YOUR INSTRUCTIONS: Your task is to copy each line in the listing that includes the word "Desborough".

*** ENTRIES SUPPLIED Section Begins ***

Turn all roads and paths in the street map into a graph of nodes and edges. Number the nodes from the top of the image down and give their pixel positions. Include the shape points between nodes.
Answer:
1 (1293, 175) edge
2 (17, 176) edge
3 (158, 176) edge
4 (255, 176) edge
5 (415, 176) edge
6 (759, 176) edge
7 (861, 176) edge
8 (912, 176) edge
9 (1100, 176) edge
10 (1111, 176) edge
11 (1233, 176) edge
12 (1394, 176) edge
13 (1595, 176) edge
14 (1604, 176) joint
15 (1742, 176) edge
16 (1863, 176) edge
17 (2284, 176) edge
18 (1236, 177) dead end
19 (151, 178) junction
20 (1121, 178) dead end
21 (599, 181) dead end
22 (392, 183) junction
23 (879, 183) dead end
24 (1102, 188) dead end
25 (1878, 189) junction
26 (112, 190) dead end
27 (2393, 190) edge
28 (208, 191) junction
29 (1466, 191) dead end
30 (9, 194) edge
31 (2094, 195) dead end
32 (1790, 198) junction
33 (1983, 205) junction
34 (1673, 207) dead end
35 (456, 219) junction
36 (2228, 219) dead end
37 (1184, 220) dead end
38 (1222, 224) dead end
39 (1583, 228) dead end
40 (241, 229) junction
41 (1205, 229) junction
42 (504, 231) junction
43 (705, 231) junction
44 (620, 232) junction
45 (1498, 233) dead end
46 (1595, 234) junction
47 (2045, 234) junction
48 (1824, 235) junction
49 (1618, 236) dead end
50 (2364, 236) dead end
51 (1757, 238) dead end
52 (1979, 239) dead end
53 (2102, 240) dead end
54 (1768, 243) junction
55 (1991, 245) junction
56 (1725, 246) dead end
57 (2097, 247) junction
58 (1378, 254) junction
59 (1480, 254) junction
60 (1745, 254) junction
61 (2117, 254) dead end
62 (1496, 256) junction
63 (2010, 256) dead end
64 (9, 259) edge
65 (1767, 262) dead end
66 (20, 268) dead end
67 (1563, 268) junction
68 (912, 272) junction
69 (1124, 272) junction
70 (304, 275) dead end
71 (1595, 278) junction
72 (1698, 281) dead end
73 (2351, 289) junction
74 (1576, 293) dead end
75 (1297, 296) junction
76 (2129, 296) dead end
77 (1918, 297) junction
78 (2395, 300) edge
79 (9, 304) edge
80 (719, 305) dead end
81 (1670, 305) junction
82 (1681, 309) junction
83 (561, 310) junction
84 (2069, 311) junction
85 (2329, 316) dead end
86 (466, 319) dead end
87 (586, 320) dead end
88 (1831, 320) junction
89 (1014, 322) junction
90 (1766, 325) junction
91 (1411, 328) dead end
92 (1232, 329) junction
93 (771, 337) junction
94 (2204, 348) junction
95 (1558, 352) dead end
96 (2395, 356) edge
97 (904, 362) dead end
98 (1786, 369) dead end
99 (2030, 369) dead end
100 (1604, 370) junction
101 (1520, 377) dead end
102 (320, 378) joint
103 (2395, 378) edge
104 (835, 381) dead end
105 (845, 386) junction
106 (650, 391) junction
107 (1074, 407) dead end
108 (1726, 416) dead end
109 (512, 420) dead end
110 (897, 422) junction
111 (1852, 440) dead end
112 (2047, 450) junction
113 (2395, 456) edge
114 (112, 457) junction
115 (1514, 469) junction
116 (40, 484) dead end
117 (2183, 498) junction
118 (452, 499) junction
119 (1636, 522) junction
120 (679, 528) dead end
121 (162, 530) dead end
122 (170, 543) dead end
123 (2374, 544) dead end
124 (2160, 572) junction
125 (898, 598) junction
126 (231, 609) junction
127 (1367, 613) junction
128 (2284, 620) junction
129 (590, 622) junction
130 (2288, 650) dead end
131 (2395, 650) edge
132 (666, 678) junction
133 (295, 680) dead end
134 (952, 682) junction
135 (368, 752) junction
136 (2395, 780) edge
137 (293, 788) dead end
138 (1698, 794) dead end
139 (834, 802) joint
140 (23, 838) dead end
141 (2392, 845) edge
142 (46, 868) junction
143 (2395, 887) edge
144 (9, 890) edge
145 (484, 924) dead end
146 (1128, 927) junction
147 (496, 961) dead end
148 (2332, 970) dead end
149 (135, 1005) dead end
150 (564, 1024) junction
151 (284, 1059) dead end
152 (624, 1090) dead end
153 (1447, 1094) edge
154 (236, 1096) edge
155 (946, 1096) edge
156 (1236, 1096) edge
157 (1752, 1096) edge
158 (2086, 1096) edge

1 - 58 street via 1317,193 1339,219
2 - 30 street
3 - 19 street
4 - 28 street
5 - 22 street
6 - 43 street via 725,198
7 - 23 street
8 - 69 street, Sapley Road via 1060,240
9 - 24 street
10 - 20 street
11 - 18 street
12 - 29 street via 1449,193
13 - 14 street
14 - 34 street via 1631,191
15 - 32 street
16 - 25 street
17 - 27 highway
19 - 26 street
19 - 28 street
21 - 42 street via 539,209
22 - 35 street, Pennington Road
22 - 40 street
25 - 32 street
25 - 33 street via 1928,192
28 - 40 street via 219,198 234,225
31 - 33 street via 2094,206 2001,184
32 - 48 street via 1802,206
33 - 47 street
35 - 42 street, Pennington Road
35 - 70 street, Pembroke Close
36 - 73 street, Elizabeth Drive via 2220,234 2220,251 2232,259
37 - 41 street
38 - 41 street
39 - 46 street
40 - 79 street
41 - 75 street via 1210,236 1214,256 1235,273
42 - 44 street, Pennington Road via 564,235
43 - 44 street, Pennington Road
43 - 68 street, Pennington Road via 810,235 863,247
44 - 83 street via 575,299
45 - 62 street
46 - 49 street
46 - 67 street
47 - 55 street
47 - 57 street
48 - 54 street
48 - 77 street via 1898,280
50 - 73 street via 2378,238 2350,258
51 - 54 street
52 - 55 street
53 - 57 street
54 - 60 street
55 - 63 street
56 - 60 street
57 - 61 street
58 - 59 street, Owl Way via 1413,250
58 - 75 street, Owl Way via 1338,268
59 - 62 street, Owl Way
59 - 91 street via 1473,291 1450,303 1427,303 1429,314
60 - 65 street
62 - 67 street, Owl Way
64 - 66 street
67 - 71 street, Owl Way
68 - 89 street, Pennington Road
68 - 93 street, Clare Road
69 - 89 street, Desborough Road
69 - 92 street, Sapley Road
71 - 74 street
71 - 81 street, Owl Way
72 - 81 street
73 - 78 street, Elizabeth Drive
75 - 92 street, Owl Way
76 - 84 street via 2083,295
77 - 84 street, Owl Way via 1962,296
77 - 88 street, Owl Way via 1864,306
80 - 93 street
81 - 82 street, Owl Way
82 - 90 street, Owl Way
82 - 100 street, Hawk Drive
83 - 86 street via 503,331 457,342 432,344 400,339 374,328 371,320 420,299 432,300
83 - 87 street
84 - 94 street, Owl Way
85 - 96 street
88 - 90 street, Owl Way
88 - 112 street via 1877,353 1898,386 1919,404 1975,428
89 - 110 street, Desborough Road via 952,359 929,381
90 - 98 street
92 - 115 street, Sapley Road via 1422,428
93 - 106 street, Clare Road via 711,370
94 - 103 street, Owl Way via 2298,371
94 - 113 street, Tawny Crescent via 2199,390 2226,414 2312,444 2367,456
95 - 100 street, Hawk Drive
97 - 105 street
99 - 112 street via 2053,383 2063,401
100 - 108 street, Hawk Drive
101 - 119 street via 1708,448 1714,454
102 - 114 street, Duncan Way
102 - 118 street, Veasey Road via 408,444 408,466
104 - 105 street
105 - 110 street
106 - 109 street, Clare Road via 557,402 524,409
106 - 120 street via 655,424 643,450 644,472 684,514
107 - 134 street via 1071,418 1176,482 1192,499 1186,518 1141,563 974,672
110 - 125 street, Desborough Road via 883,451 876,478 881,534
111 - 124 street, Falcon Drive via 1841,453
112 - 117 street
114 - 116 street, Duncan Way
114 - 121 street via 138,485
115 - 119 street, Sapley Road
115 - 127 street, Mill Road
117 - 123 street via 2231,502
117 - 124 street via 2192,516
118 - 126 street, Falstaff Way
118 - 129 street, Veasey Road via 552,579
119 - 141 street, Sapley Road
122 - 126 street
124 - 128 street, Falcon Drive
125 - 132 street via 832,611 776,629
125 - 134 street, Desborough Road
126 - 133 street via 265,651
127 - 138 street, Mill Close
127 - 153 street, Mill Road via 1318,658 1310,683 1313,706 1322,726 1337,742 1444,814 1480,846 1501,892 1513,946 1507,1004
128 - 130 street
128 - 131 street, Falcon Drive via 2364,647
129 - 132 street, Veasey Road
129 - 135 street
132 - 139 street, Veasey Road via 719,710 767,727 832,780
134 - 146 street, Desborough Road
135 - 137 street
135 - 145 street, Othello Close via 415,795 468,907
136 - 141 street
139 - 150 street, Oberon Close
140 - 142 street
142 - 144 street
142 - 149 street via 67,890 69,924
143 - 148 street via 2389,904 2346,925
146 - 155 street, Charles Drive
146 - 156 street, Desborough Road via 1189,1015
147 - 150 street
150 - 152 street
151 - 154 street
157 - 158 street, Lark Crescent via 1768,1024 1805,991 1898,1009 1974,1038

*** ENTRIES SUPPLIED Section Ends ***

SOLUTION:
69 - 89 street, Desborough Road
89 - 110 street, Desborough Road via 952,359 929,381
110 - 125 street, Desborough Road via 883,451 876,478 881,534
125 - 134 street, Desborough Road
134 - 146 street, Desborough Road
146 - 156 street, Desborough Road via 1189,1015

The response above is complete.